SANTA CLARA, CA – NOVEMBER 27: The field is cleared before the start of the game between San Francisco 49ers against the Seattle Seahawks at Levi’s Stadium on November 27, 2014 in Santa Clara, California. (Photo by Don Feria/Getty Images)

Hosting a Super Bowl is a massive financial boon to any city, bringing all that is the NFL, including its sponsors and fans from all over the country, in for the biggest sporting event of the year on American soil.  And when the new 49ers stadium was given the special distinction of hosting Super Bowl 50, it was seen as a huge victory for the Bay Area and the 49ers’ new stadium.

There are, however, some pains and uncomfortable realities that come with all the glitz and glamour with hosting the Super Bowl. And right now Santa Clara is feeling some of those in a true “David and Goliath” conflict between the NFL and local youth soccer organizations.

The NFL will be using local youth soccer fields close to Levi’s Stadium for a mammoth media complex that will be in use from January-March surrounding the big game.  And the displacement of hundreds of youth soccer players to accommodate the Super Bowl frustrates some of the locals.  Via the San Jose Mercury News:

In less than two weeks, when the NFL moves in to transform Levi’s Stadium and its surroundings for Super Bowl 50, Robertson and hundreds of youth soccer players must move out. The Santa Clara Youth Soccer Park will be turned into an enormous “media village,” as workers begin yanking out fences, tearing out dugouts and plopping down wooden platforms for about 6,000 members of the media to work in the shadow of the stadium.

“The 49ers and NFL care more about the property than the kids,” said Robertson, 16, who’s been playing since he was 6 years old. “I think it’s pretty unfair because that park has been there even before the plans for the stadium. I just think we deserve to be there.”

Of course, the NFL and city officials counter the protests from the local youth soccer organizations by saying that the NFL has already agreed to fix any issues leftover from the use during Super Bowl week.  Naturally, there are also issues with who agreed to what and when and who knew of what plans and when:

But Mayor Jamie Matthews said the NFL has agreed to repair any damage left from the Super Bowl activities. The City Council in 2013 unanimously approved providing the soccer park, golf course and other city sites to the NFL, he added, and can’t control how the league uses the facilities. 

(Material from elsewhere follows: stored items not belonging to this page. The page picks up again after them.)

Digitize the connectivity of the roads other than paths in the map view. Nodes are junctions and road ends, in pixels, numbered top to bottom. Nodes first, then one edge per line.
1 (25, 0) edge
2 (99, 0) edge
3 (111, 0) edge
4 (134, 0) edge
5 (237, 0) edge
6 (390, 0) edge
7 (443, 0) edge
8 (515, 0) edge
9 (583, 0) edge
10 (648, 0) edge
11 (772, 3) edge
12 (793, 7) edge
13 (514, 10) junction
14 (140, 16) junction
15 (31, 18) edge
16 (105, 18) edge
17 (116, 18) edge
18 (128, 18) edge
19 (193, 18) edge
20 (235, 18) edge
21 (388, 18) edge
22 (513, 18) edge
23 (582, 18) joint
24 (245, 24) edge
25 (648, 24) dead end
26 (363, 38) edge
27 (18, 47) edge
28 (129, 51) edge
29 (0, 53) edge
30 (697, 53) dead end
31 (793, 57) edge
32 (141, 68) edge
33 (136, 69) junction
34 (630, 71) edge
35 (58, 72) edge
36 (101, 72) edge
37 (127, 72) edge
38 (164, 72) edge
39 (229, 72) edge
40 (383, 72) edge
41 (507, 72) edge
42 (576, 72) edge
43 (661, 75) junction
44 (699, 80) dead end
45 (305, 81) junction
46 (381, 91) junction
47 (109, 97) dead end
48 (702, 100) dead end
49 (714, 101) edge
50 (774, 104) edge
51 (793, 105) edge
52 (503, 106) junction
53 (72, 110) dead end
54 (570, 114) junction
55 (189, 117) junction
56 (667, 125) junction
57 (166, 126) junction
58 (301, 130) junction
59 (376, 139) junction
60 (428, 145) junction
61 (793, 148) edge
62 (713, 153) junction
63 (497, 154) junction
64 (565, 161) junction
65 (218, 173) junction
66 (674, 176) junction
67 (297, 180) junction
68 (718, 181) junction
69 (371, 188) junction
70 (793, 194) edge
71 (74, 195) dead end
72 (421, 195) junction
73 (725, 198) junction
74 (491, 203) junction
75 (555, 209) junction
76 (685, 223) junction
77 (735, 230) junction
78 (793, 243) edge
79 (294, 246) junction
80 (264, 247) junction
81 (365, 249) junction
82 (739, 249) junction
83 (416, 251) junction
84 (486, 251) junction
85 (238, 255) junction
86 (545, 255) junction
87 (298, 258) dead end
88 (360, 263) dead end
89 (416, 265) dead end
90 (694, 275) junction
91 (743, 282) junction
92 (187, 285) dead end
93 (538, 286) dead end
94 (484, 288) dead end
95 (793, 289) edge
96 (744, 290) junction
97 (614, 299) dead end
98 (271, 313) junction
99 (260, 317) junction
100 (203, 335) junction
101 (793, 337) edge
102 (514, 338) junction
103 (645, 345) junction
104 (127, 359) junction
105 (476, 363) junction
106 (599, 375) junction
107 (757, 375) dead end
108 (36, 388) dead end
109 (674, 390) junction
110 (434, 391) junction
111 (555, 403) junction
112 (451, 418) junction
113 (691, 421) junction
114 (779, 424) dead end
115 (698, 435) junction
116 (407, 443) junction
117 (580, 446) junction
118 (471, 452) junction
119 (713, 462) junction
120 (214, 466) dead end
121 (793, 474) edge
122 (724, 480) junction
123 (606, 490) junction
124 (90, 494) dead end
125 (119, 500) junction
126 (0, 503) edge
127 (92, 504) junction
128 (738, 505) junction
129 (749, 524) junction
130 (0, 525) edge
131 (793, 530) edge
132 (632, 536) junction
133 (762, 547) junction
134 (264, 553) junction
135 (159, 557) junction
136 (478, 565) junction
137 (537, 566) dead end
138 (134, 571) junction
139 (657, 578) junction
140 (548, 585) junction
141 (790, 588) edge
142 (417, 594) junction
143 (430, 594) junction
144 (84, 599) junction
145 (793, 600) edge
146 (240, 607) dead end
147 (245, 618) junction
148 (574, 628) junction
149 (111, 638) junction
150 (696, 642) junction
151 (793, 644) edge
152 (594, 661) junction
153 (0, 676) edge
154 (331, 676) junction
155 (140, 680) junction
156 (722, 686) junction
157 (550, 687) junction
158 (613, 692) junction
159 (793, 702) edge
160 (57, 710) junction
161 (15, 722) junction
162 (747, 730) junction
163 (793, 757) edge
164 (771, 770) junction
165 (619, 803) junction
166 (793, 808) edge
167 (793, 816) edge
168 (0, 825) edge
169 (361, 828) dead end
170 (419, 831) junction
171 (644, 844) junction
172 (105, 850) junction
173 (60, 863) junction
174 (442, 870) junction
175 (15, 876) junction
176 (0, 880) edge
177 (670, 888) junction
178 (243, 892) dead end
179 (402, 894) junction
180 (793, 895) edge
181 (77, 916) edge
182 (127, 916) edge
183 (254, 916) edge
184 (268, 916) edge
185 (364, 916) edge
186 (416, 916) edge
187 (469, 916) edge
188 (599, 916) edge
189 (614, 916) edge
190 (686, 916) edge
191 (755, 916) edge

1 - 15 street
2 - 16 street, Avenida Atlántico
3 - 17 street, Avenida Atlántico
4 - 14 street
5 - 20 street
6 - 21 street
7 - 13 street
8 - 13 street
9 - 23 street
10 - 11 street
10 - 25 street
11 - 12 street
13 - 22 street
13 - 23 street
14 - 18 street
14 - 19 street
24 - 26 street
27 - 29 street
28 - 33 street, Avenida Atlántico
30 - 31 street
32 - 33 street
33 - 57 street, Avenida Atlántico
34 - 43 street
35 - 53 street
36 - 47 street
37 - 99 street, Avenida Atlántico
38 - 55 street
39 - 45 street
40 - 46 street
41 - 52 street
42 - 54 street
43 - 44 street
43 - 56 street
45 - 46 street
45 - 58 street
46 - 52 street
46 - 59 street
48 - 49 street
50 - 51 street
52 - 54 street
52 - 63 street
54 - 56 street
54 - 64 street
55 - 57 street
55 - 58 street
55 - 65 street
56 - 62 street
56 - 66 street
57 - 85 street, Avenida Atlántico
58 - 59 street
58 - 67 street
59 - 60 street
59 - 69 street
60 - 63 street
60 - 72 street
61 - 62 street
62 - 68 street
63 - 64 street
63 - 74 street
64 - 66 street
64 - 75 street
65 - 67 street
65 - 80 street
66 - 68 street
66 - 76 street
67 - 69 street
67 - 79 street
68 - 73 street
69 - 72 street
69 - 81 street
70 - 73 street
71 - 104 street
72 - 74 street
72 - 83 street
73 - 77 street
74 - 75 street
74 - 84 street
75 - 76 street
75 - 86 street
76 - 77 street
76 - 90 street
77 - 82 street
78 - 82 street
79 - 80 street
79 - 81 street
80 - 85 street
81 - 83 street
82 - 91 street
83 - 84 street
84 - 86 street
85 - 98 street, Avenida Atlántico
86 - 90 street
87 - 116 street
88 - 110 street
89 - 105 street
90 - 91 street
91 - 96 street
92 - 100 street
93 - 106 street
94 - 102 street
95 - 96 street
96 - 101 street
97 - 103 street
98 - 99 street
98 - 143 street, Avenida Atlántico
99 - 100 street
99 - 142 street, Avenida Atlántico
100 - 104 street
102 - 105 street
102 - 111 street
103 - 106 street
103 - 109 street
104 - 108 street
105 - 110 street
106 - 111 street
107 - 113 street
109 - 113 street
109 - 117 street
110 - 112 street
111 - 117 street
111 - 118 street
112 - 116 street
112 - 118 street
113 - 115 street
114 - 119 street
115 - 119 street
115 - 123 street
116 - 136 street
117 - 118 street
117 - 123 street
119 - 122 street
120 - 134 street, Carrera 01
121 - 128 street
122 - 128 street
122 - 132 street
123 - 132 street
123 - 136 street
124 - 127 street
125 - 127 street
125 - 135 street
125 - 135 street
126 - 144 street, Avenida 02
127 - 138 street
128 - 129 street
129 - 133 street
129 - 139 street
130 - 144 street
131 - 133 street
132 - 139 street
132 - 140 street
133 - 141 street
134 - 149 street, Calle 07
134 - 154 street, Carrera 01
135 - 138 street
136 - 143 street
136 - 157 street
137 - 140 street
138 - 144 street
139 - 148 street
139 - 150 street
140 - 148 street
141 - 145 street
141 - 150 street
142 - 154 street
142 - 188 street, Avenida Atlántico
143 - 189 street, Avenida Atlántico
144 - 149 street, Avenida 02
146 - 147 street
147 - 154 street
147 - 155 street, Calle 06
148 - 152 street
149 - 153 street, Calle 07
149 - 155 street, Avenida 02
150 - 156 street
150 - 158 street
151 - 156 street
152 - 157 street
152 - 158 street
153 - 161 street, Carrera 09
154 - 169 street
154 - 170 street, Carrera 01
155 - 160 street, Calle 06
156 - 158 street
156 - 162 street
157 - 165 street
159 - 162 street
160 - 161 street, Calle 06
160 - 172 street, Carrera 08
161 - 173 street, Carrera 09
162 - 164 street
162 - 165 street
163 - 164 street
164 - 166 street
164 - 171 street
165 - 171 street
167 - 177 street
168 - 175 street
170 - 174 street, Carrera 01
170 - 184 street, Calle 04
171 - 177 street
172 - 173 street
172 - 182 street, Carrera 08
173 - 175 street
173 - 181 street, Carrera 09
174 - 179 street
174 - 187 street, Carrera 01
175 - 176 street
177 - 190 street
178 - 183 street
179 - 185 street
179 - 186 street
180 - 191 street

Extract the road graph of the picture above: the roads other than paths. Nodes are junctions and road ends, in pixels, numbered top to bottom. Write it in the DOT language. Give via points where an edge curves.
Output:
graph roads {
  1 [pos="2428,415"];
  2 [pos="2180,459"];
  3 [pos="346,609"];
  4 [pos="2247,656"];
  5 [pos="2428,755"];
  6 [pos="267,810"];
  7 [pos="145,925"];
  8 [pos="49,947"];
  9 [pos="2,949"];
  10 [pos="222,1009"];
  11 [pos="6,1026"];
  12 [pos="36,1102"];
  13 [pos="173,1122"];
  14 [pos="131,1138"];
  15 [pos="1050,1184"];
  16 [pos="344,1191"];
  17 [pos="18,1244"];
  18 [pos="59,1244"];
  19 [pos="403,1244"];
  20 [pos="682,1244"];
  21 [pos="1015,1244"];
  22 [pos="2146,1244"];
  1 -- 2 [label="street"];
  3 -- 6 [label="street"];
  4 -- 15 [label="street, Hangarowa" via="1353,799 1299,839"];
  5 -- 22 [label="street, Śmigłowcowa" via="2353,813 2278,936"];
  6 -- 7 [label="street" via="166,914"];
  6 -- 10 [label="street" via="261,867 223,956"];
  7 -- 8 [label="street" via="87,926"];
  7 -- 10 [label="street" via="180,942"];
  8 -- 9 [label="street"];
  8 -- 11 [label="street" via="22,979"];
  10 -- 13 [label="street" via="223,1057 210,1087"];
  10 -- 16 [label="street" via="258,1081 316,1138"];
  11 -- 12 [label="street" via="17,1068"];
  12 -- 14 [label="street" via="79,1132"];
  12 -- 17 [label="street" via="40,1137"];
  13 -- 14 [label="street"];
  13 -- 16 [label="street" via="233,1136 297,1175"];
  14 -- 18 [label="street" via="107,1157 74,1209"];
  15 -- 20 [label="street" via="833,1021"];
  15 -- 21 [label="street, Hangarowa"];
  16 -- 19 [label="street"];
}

“It’s drama for the sake of drama,” Matthews said. “The reality of it is the NFL has committed in writing to repair any damage. This will be a temporary inconvenience.”

Matthews said he doesn’t know how the soccer field will look after the Super Bowl leaves town. “I can’t anticipate what kind of damage there will be,” he said. “But they promised to leave it in as good or better shape than they found it.”

This conflict is symbolic of some of the deals and sacrifices that have to be made to host an event as large as the Super Bowl.  It’s also symbolic of some of the public and private tug of wars that have surrounded the Bay Area Super Bowl… or is it the Santa Clara Super Bowl.  Levi’s Stadium is a 52 minute Google Maps drive from San Francisco, but the biggest city in the Bay Area will be headlining a lot of the activities surrounding the game

Nevertheless, as far as this story goes, the NFL will definitely want to nip any negative public relations in the bud here.  Nothing says “greedy corporate conglomo” like destroying youth soccer infrastructure to prevent kids from playing sports.